Newly funded research from AUT aims to tackle financial abuse by helping Kiwis feel comfortable and talk constructively about money with their loved ones.
AUT Business School’s Dr Ayesha Scott (Department of Finance) has been awarded an AUT Health Futures development grant to support her research project, “My money, your money…our money? Building a toolkit for Healthy Financial Relationships”.
The work is in partnership with Good Shepherd NZ, a charitable non-government organisation established to address the critical, contemporary issues facing women, girls and families.
The researchers acknowledge that money is an often-fraught issue for intimate partners in New Zealand, where finances are largely considered a taboo topic and money remains a source of relationship conflict. The so-called money taboo prevents open discussion of personal finances - including household financial matters - leading to conflict, stress, missed financial opportunities, lower retirement outcomes and poorer financial decision-making.
It can also lead to financial abuse, a pattern of behaviour that restricts or removes another person’s access to money, economic resources, or participation in financial decisions. Financial abuse is often used as a coercive control strategy in Intimate Partner Violence (IPV).
New Zealand leads the OECD for rates of IPV, with one in three New Zealand women experiencing physical and/or sexual violence over their lifetime. Money is often “weaponised” in IPV cases and used to entrap an intimate partner.
Ayesha says the Health Futures project aims to upskill romantic or intimate partners to discuss money matters in constructive and respectful ways.

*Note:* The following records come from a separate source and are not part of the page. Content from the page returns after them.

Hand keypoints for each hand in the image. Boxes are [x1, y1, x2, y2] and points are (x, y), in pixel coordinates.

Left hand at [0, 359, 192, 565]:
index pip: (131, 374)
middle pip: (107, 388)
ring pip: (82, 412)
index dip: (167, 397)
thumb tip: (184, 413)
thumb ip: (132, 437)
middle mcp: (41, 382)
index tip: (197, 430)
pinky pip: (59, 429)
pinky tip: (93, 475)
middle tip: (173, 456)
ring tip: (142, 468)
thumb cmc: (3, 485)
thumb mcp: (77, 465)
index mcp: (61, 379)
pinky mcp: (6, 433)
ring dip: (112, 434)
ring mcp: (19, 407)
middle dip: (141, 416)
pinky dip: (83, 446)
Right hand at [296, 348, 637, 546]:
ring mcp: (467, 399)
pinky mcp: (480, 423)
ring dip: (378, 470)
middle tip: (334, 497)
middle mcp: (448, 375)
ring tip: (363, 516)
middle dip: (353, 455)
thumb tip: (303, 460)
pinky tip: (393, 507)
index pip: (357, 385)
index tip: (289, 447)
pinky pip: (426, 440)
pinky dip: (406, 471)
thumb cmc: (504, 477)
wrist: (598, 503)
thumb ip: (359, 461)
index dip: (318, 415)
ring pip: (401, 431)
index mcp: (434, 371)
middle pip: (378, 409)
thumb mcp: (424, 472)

The research team recognises that not all cultures and peoples in Aotearoa see money in the same way, so tools will be built to be flexible to fit New Zealand’s wide demographic spectrum.

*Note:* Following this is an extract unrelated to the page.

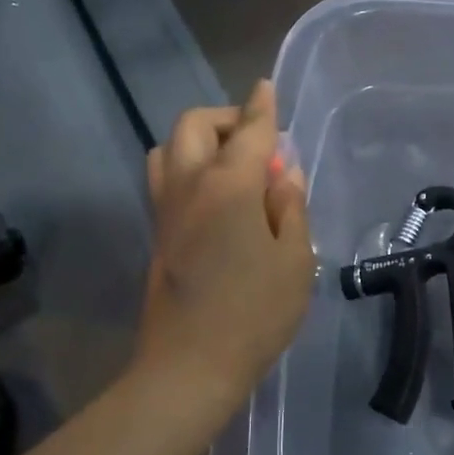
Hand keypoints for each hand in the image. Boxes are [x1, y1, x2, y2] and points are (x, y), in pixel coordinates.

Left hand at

Ultimately, the researchers hope to help New Zealanders become more comfortable talking to their partners about money matters, and ultimately shift Aotearoa’s awareness and understanding of financial abuse.
“Kiwis don’t talk about money. Our project addresses this important, yet under-explored gap in current social, health and finance research,” says Ayesha. “It recognises the complexity of the problem, and places finance into the ongoing intimate partner violence dialogue in New Zealand alongside health, social, law and justice. We aim to overcome the money taboo and ongoing inequality in our community, starting with New Zealanders’ closest relationships.”
AUT Health Futures is a collaborative research initiative designed to understand and tackle a range of issues in the health sector. AUT has committed $20 million over five years for new ideas co-developed with external partners with potential real-world application as a new way of contributing to solving New Zealand’s big challenges.